Molly O'Neill | |
Birth Date: | 9 October 1952 |
Birth Place: | Columbus, Ohio, United States |
Death Place: | Manhattan, New York City, New York |
Education: | École de Cuisine La Varenne |
Alma Mater: | Denison University, Granville, Ohio |
Spouse: | Stanley Dry (divorced), Arthur Samuelson (divorced) |
Awards: | James Beard awards; Nominee for Pulitzer Prize (twice)[1] |
Molly O'Neill (9 Oct 1952, Columbus, Ohio - 16 Jun 2019) was an American food writer, cookbook author, and journalist, perhaps best known for her food column in the New York Times Sunday Magazine and Style section throughout the 1990s.
Molly O'Neill was born and grew up in Columbus, Ohio, the only girl in a family with five brothers born to Charles and Virginia O'Neill.
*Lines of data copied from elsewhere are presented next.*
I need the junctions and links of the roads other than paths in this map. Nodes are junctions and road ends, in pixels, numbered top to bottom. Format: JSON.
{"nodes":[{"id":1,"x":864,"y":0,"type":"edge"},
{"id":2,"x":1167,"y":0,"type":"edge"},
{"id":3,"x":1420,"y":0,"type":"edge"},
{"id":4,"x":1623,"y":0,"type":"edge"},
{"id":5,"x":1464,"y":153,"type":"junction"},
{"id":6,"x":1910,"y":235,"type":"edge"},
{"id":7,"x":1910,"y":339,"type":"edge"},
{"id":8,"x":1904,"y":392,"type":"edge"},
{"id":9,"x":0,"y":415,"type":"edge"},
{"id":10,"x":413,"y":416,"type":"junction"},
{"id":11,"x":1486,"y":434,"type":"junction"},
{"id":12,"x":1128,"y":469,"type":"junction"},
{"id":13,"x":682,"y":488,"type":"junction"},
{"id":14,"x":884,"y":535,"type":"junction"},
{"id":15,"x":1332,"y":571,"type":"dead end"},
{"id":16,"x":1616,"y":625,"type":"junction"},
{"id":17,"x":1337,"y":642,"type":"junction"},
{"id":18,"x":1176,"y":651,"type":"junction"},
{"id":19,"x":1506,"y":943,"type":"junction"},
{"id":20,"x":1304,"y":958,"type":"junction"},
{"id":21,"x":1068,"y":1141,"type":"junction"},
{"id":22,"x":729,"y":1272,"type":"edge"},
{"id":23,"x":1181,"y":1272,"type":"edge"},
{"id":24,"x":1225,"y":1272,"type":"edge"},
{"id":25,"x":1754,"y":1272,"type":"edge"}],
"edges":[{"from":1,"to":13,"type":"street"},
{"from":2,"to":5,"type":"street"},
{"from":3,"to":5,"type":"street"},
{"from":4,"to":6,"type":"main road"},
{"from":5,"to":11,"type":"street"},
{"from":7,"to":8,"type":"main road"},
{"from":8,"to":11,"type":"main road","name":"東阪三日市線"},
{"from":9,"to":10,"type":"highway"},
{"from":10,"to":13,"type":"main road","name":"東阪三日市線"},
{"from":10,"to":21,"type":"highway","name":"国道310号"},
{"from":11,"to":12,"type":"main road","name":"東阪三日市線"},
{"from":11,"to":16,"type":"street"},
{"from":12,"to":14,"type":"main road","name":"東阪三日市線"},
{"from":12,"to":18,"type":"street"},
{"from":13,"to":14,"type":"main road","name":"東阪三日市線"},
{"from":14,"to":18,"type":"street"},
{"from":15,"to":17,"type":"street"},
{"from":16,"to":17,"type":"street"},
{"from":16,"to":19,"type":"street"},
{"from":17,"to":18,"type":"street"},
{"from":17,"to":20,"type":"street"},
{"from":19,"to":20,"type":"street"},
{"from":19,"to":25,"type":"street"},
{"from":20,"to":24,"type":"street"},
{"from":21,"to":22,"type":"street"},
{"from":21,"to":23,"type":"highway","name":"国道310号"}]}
In her 2006 memoir, she describes the family's strong interest in baseball.[2] Her father had been a minor league pitcher before working for North American Aviation and later running an excavation business. Her younger brother Paul O'Neill, became an outfielder for the Cincinnati Reds and the New York Yankees. Molly's early exposure to cooking came from making dinner for her brothers, at times surreptitiously to circumvent "healthier" dinners left for the children by their mother.
O'Neill earned a bachelor's degree from Denison University in Granville, Ohio, and then moved to Northampton, Massachusetts where she and eight other women opened a feminist cooperative restaurant.[3] She studied cooking formally for eight weeks at l'École de Cuisine La Varenne, one of the first cooking schools in Paris to offer instruction in both English and French.[4] After moving to an Italian restaurant in Boston, Ciro & Sal's, she was recognized by Boston Magazine as best female chef in 1982.
O'Neill wrote articles on food for The Boston Globe and Boston magazine, and in 1985 was hired by Donald Forst to write for New York Newsday. In 1990, she moved to the New York Times, where she wrote a food column for their Sunday Magazine and Style section for a decade. During that time, she published a number of influential articles, including a widely read piece noting that salsa had displaced ketchup as the most popular condiment in the United States, and exploring the cultural implications of that fact.[5]
For many years, O'Neill lived in Rensselaerville, New York, where she hosted students for summer writing workshops[6] as part of a program she founded called CookNScribble. She moved back to New York City as her health declined. In July 2016, O'Neill experienced liver failure. In October 2016, she received a liver transplant, but it was later discovered that her original liver had had cancerous cells that had metastasized to her adrenal glands. Her friend the writer Anne Lamott organized a fundraiser to help cover the costs of her medical care. O'Neill died of complications of metastatic cancer in June 2019.